John just needed to do what he needed to do and get back on schedule. Jim wouldn't worry, not exactly, but if they were more than a day late, John knew the feelers would start going out.
***
In the end, it didn't get any easier; he just made himself go through the motions. He only needed to find one name in the directory, but he stood there a long time after he wrote the information down, until someone came up behind him, waiting patiently for a turn at the book.
The closer they came to the path that dipped down toward the juncture of the two walls, the quieter the crowds around them became.
"Dean." Sammy's voice was hushed, uncertain.
"Yeah, squirt?"
"All the names, Dean. They're over my head and they're gonna be over Daddy's head soon and ..." Sammy's voice dropped to a whisper. "They all died. That's what the sign said, it said that everyone's name that's written on the wall, they died."
John slowed down and the boys caught up with him as Dean said, "I think that's the point."
***
They found the right panel, finally; W2, near the center and one of the tallest, with names starting well over John's head. Looking right, he could see the Washington Monument in the distance and half-expected to hear more chatter about it from Sammy, but both boys were quiet and there was no excuse to not do what he was here to do. He shoved the piece of paper in his pocket--he didn't need to look at it again--and counted down fifty-seven lines of names.

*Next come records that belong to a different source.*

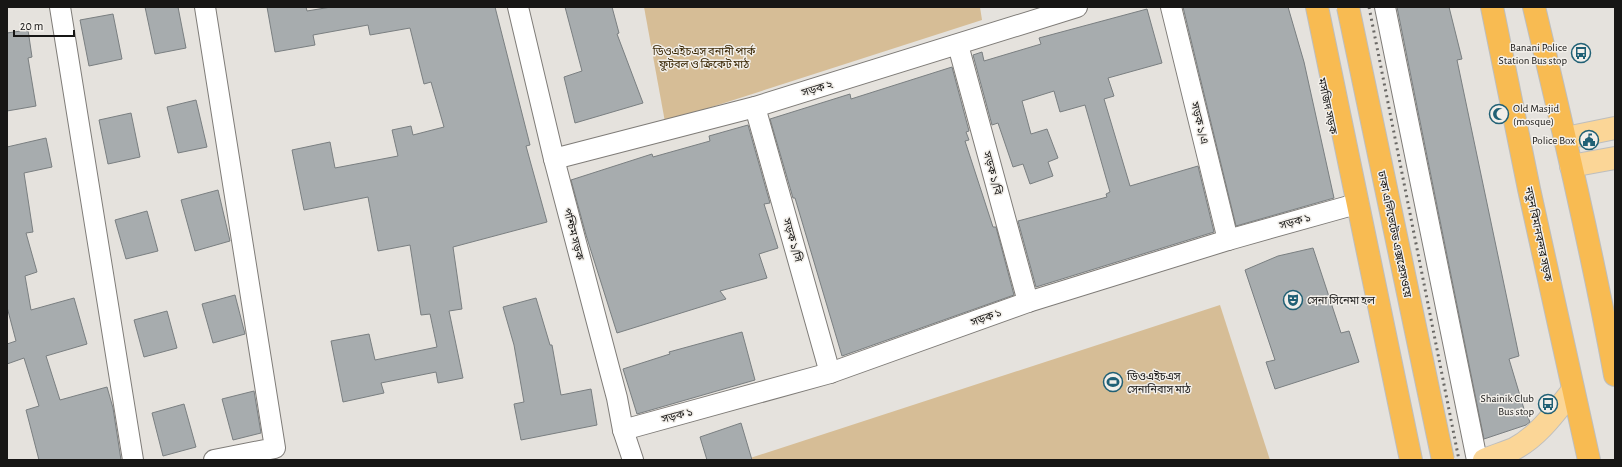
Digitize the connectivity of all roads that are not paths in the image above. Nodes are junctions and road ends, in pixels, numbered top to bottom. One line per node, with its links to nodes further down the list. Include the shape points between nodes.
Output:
1 (60, 7): 27 (street)
2 (205, 7): 28 (street, via 274,448)
3 (518, 7): 17 (street, পশ্চিম সড়ক)
4 (1171, 7): 20 (street, সড়ক ১/এ)
5 (1307, 7): 19 (street, মসজিদ সড়ক)
6 (1318, 7): 31 (highway)
7 (1348, 7): 32 (highway, ঢাকা এলিভেটেড এক্সপ্রেসওয়ে, bridge)
8 (1386, 7): 33 (street)
9 (1492, 7): 25 (highway, নতুন বিমানবন্দর সড়ক)
10 (1534, 7): 15 (highway)
11 (1071, 8): 12 (street, সড়ক ২)
12 (958, 45): 13 (street, সড়ক ২); 21 (street, সড়ক ১/বি)
13 (755, 107): 17 (street, সড়ক ২); 23 (street, সড়ক ১/সি)
14 (1615, 128): 15 (main road)
15 (1566, 138): 18 (highway)
16 (1615, 158): 18 (main road)
17 (554, 159): 26 (street, পশ্চিম সড়ক, via 617,398)
18 (1571, 166): 22 (highway)
19 (1349, 206): 20 (street, সড়ক ১); 30 (street, মসজিদ সড়ক)
20 (1228, 240): 21 (street, সড়ক ১)
21 (1028, 302): 23 (street, সড়ক ১)
22 (1612, 346): 24 (highway)
23 (830, 373): 26 (street, সড়ক ১)
24 (1615, 375)
25 (1573, 390): 34 (main road, via 1546,424 1532,437 1514,449); 35 (highway, নতুন বিমানবন্দর সড়ক)
26 (623, 430): 29 (street, পশ্চিম সড়ক)
27 (133, 460)
28 (214, 460)
29 (633, 460)
30 (1405, 460)
31 (1411, 460)
32 (1443, 460)
33 (1477, 460)
34 (1484, 460)
35 (1589, 460)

The stone was smooth where the names weren't, warm against his skin as he traced across the row until his fingers came to rest on Thomas Ryan Rollins and the hot summer morning faded into the unbreathable swamp of Quang Tri and TR laughing at him. Fuckin' A, son, of course you're a rifleman; what the hell else would you be with that name?
A plane thundered overhead and it took John long seconds to see the 747 on its landing approach rather than the squadron of F-16s he was looking for.
"Dad?" They were reflected in the polished black granite, his boys, Dean standing close behind John, not touching but watching him, steady and strong, Sammy a step further back, his eyes big and serious, his hand clutched tightly in the hem of Dean's t-shirt, like a security blanket.
"Taught me everything I needed to know," John said, stopping before he added, everything I needed to know to stay alive. Dean nodded, though, like he understood, and hell, with everything Dean had seen, maybe he did, even if he was only eleven. He reached up and touched the name, too, his hand dirty and so fucking small next to John's.
"Mortar fire," John said, reading the question in Dean's eyes. "Wrong place at the wrong time."
There were things John needed to tell them, about the right choice not always being the easiest and no guarantees in life at all, but he couldn't, not lost in the in the memory of TR, his head on John's lap, drowning in his own blood, dying with his eyes locked with John's.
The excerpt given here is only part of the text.